Medical teams set up triage units in the downtown area, as rescuers formed human chains to pull survivors from the fragile shell of the federal building. Emergency teams were told to evacuate the building twice due to bomb scares.

A massive law enforcement response began when police officers heard the blast and headed for the scene.

In addition to local and federal law enforcement agencies, those who arrived on the scene included the Oklahoma County Sheriff's Office, the state highway patrol and National Guard, and troops from Tinker Air Force Base.

Three hundred members of urban rescue teams from Dade County, Fla., New York City and elsewhere were on hand, along with more than 70 fire departments, to help with the search for the dead and injured.

That search continued until May 29, three days after the demolition of the Murrah building, when the final body was found.

Almost as soon as the blast occurred, the hunt for those responsible began. Federal agents got a vehicle identification number from the wreckage of the van that carried the bomb and traced it to a Miami rental agency, where it had been rented to a man using the name Bob Kling.

Agents would eventually realize this was a false name and go back to the rental agent, having him help construct a composite sketch of the renter. When this sketch was shown to the staff at the Dreamland Motel in Junction City, Kan., investigators first learned Timothy McVeigh's name. They also learned his home address in Michigan, and established a connection between that property and co-conspiator Terry Nichols.

Two days after the bombing, agents found out that McVeigh had been arrested at 10:30 a.m. on April 19 — not 90 minutes after the massive blast. He was picked up in Perry, Okla., for driving without tags on his license plate and carrying a gun. When he was booked, he listed James Nichols, Terry's brother, as a reference.

Federal authorities arrested McVeigh for the bombing on April 21; Nichols surrendered the same day. The two were indicted the following August.


The John Doe 1 & 2
sketches produced early in the investigation.
The indictments charged McVeigh and Nichols with conspiracy, using a weapon of mass destruction, destroying a building by explosive, and the deaths of eight federal agents — four from the Secret Service, two from Customs, one from the DEA and one from HUD.

"It was the object of the conspiracy," the indictment read, "to kill and injure innocent persons and to damage property of the United States."

McVeigh was convicted June 2, 1997, on all 11 counts and sentenced to death. He initially dropped his appeals of his death sentence in December 2000, and asked for an execution date, which was set for May 16. His execution was postponed until June 11 after it was learned that the FBI had withheld thousands of pieces of evidence from his lawyers. McVeigh moved in court for a further postponement, but when his appeals were denied, he resigned himself to his execution.

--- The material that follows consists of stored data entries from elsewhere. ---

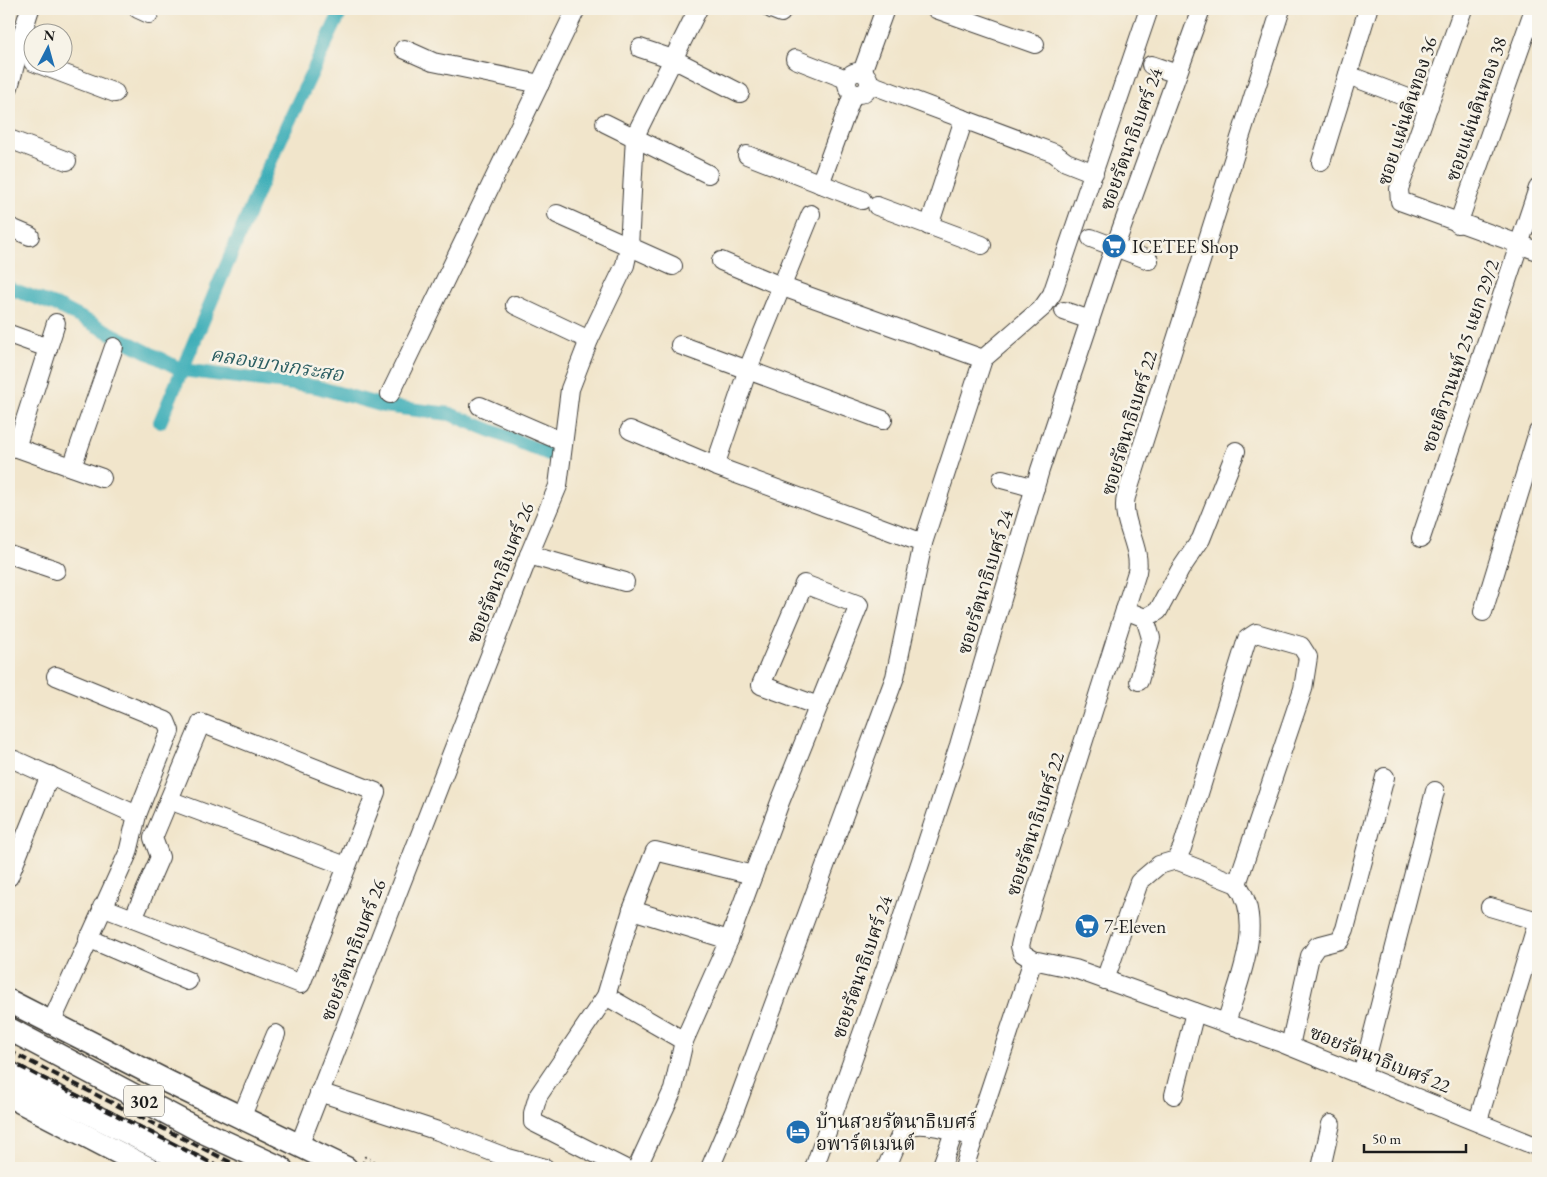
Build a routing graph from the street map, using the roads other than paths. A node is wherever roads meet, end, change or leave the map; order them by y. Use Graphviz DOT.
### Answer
graph roads {
  1 [pos="30,9"];
  2 [pos="576,9"];
  3 [pos="698,9"];
  4 [pos="885,9"];
  5 [pos="936,9"];
  6 [pos="1149,9"];
  7 [pos="1201,9"];
  8 [pos="1281,9"];
  9 [pos="1368,9"];
  10 [pos="1463,9"];
  11 [pos="1534,9"];
  12 [pos="25,22"];
  13 [pos="1035,44"];
  14 [pos="640,48"];
  15 [pos="404,49"];
  16 [pos="672,59"];
  17 [pos="795,59"];
  18 [pos="1151,65"];
  19 [pos="22,69"];
  20 [pos="58,72"];
  21 [pos="1177,74"];
  22 [pos="1348,75"];
  23 [pos="858,82"];
  24 [pos="540,84"];
  25 [pos="9,87"];
  26 [pos="115,93"];
  27 [pos="740,93"];
  28 [pos="1430,106"];
  29 [pos="964,119"];
  30 [pos="605,123"];
  31 [pos="635,136"];
  32 [pos="9,140"];
  33 [pos="747,155"];
  34 [pos="67,162"];
  35 [pos="1320,162"];
  36 [pos="1095,168"];
  37 [pos="708,174"];
  38 [pos="820,184"];
  39 [pos="1538,188"];
  40 [pos="557,214"];
  41 [pos="811,214"];
  42 [pos="1458,224"];
  43 [pos="929,226"];
  44 [pos="9,227"];
  45 [pos="30,236"];
  46 [pos="1092,238"];
  47 [pos="982,244"];
  48 [pos="1519,245"];
  49 [pos="1115,246"];
  50 [pos="629,247"];
  51 [pos="1538,251"];
  52 [pos="1149,260"];
  53 [pos="721,261"];
  54 [pos="674,266"];
  55 [pos="783,287"];
  56 [pos="515,305"];
  57 [pos="1064,311"];
  58 [pos="1090,320"];
  59 [pos="56,322"];
  60 [pos="9,334"];
  61 [pos="589,340"];
  62 [pos="680,345"];
  63 [pos="114,347"];
  64 [pos="48,348"];
  65 [pos="982,359"];
  66 [pos="748,369"];
  67 [pos="390,394"];
  68 [pos="480,406"];
  69 [pos="883,420"];
  70 [pos="630,430"];
  71 [pos="1538,432"];
  72 [pos="563,442"];
  73 [pos="13,446"];
  74 [pos="1236,451"];
  75 [pos="715,466"];
  76 [pos="72,467"];
  77 [pos="102,478"];
  78 [pos="1002,479"];
  79 [pos="1035,488"];
  80 [pos="1421,538"];
  81 [pos="923,543"];
  82 [pos="9,554"];
  83 [pos="529,555"];
  84 [pos="56,570"];
  85 [pos="625,582"];
  86 [pos="1126,610"];
  87 [pos="1484,612"];
  88 [pos="1145,618"];
  89 [pos="56,676"];
  90 [pos="1140,681"];
  91 [pos="818,706"];
  92 [pos="15,760"];
  93 [pos="50,774"];
  94 [pos="1385,777"];
  95 [pos="1435,791"];
  96 [pos="169,800"];
  97 [pos="137,815"];
  98 [pos="1176,860"];
  99 [pos="346,866"];
  100 [pos="753,875"];
  101 [pos="9,877"];
  102 [pos="1237,884"];
  103 [pos="102,907"];
  104 [pos="1490,907"];
  105 [pos="632,910"];
  106 [pos="133,919"];
  107 [pos="1538,921"];
  108 [pos="88,938"];
  109 [pos="729,940"];
  110 [pos="1033,960"];
  111 [pos="1105,980"];
  112 [pos="188,981"];
  113 [pos="606,996"];
  114 [pos="9,1001"];
  115 [pos="1196,1012"];
  116 [pos="9,1022"];
  117 [pos="51,1023"];
  118 [pos="1226,1023"];
  119 [pos="9,1029"];
  120 [pos="276,1034"];
  121 [pos="684,1041"];
  122 [pos="1290,1046"];
  123 [pos="101,1048"];
  124 [pos="9,1073"];
  125 [pos="1362,1075"];
  126 [pos="32,1085"];
  127 [pos="319,1092"];
  128 [pos="1174,1095"];
  129 [pos="9,1096"];
  130 [pos="241,1118"];
  131 [pos="1478,1121"];
  132 [pos="1331,1124"];
  133 [pos="954,1132"];
  134 [pos="974,1137"];
  135 [pos="299,1146"];
  136 [pos="1538,1147"];
  137 [pos="146,1167"];
  138 [pos="198,1168"];
  139 [pos="281,1168"];
  140 [pos="346,1168"];
  141 [pos="545,1168"];
  142 [pos="624,1168"];
  143 [pos="637,1168"];
  144 [pos="710,1168"];
  145 [pos="814,1168"];
  146 [pos="886,1168"];
  147 [pos="940,1168"];
  148 [pos="964,1168"];
  149 [pos="1321,1168"];
  1 -- 12 [label="street"];
  2 -- 24 [label="street"];
  3 -- 16 [label="street, ซอยรัตนาธิเบศร์ 26"];
  4 -- 23 [label="street"];
  5 -- 13 [label="street"];
  6 -- 36 [label="street"];
  7 -- 21 [label="street, ซอยรัตนาธิเบศร์ 24"];
  8 -- 86 [label="street, ซอยรัตนาธิเบศร์ 22"];
  9 -- 22 [label="street"];
  10 -- 28 [label="street, ซอย แผ่นดินทอง 36"];
  11 -- 42 [label="street, ซอยแผ่นดินทอง 38"];
  14 -- 16 [label="street"];
  15 -- 24 [label="street"];
  16 -- 27 [label="street"];
  16 -- 31 [label="street, ซอยรัตนาธิเบศร์ 26"];
  17 -- 23 [label="street"];
  18 -- 21 [label="street"];
  19 -- 25 [label="street"];
  20 -- 26 [label="street"];
  21 -- 49 [label="street, ซอยรัตนาธิเบศร์ 24"];
  22 -- 28 [label="street"];
  22 -- 35 [label="street"];
  23 -- 29 [label="street"];
  23 -- 38 [label="street"];
  24 -- 67 [label="street"];
  28 -- 42 [label="street, ซอย แผ่นดินทอง 36"];
  29 -- 36 [label="street"];
  29 -- 43 [label="street"];
  30 -- 31 [label="street"];
  31 -- 37 [label="street"];
  31 -- 50 [label="street, ซอยรัตนาธิเบศร์ 26"];
  32 -- 34 [label="street"];
  33 -- 38 [label="street"];
  36 -- 65 [label="street"];
  38 -- 43 [label="street"];
  39 -- 48 [label="street, ซอยติวานนท์ 25 แยก 29/2"];
  40 -- 50 [label="street"];
  41 -- 55 [label="street"];
  42 -- 48 [label="street, ซอย แผ่นดินทอง 36"];
  43 -- 47 [label="street"];
  44 -- 45 [label="street"];
  46 -- 49 [label="street"];
  48 -- 51 [label="street, ซอย แผ่นดินทอง 36"];
  48 -- 80 [label="street, ซอยติวานนท์ 25 แยก 29/2"];
  49 -- 52 [label="street"];
  49 -- 58 [label="street, ซอยรัตนาธิเบศร์ 24"];
  50 -- 54 [label="street"];
  50 -- 61 [label="street, ซอยรัตนาธิเบศร์ 26"];
  53 -- 55 [label="street"];
  55 -- 65 [label="street"];
  55 -- 66 [label="street"];
  56 -- 61 [label="street"];
  57 -- 58 [label="street"];
  58 -- 79 [label="street, ซอยรัตนาธิเบศร์ 24"];
  59 -- 64 [label="street"];
  60 -- 64 [label="street"];
  61 -- 72 [label="street, ซอยรัตนาธิเบศร์ 26"];
  62 -- 66 [label="street"];
  63 -- 76 [label="street"];
  64 -- 73 [label="street"];
  65 -- 81 [label="street"];
  66 -- 69 [label="street"];
  66 -- 75 [label="street"];
  68 -- 72 [label="street"];
  70 -- 75 [label="street"];
  71 -- 87 [label="street"];
  72 -- 83 [label="street, ซอยรัตนาธิเบศร์ 26"];
  73 -- 76 [label="street"];
  74 -- 88 [label="street"];
  75 -- 81 [label="street"];
  76 -- 77 [label="street"];
  78 -- 79 [label="street"];
  79 -- 145 [label="street, ซอยรัตนาธิเบศร์ 24"];
  81 -- 144 [label="street"];
  82 -- 84 [label="street"];
  83 -- 85 [label="street"];
  83 -- 127 [label="street, ซอยรัตนาธิเบศร์ 26"];
  86 -- 88 [label="street"];
  86 -- 110 [label="street, ซอยรัตนาธิเบศร์ 22"];
  88 -- 90 [label="street"];
  89 -- 97 [label="street"];
  91 -- 91 [label="street"];
  91 -- 100 [label="street"];
  92 -- 93 [label="street"];
  93 -- 97 [label="street"];
  93 -- 101 [label="street"];
  94 -- 122 [label="street"];
  95 -- 125 [label="street"];
  96 -- 99 [label="street"];
  96 -- 99 [label="street"];
  96 -- 106 [label="street"];
  97 -- 103 [label="street"];
  98 -- 102 [label="street"];
  98 -- 102 [label="street"];
  98 -- 111 [label="street"];
  99 -- 106 [label="street"];
  100 -- 105 [label="street"];
  100 -- 109 [label="street"];
  102 -- 118 [label="street"];
  103 -- 106 [label="street"];
  103 -- 108 [label="street"];
  104 -- 107 [label="street"];
  105 -- 109 [label="street"];
  105 -- 113 [label="street"];
  107 -- 131 [label="street"];
  108 -- 112 [label="street"];
  108 -- 117 [label="street"];
  109 -- 121 [label="street"];
  110 -- 111 [label="street, ซอยรัตนาธิเบศร์ 22"];
  110 -- 134 [label="street"];
  111 -- 115 [label="street, ซอยรัตนาธิเบศร์ 22"];
  113 -- 121 [label="street"];
  113 -- 142 [label="street"];
  114 -- 117 [label="main road, 302"];
  115 -- 118 [label="street, ซอยรัตนาธิเบศร์ 22"];
  115 -- 128 [label="street"];
  116 -- 123 [label="main road"];
  117 -- 123 [label="main road, 302"];
  118 -- 122 [label="street, ซอยรัตนาธิเบศร์ 22"];
  119 -- 139 [label="main road, 302"];
  120 -- 130 [label="street"];
  121 -- 143 [label="street"];
  122 -- 125 [label="street, ซอยรัตนาธิเบศร์ 22"];
  123 -- 130 [label="main road, 302"];
  124 -- 126 [label="main road, 302"];
  125 -- 131 [label="street, ซอยรัตนาธิเบศร์ 22"];
  126 -- 137 [label="main road"];
  126 -- 138 [label="main road, 302"];
  127 -- 135 [label="street, ซอยรัตนาธิเบศร์ 26"];
  127 -- 141 [label="street"];
  129 -- 137 [label="main road"];
  130 -- 135 [label="main road, 302"];
  131 -- 136 [label="street, ซอยรัตนาธิเบศร์ 22"];
  132 -- 149 [label="street"];
  133 -- 134 [label="street"];
  133 -- 146 [label="street"];
  133 -- 147 [label="street"];
  134 -- 148 [label="street"];
  135 -- 140 [label="main road, 302"];
}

In December 1997, Nichols was found guilty of conspiracy and involuntary manslaughter. He was sentenced to life in prison and awaits trial on Oklahoma state murder charges, but has appealed to the Supreme Court for a hearing on the newly disclosed evidence.

Fortier, who pleaded guilty to four counts including weapons charges, has been sentenced twice and appealed both sentences. This past March, the 10th Circuit Court of appeals affirmed a sentence of 144 months in jail and a $75,000 fine.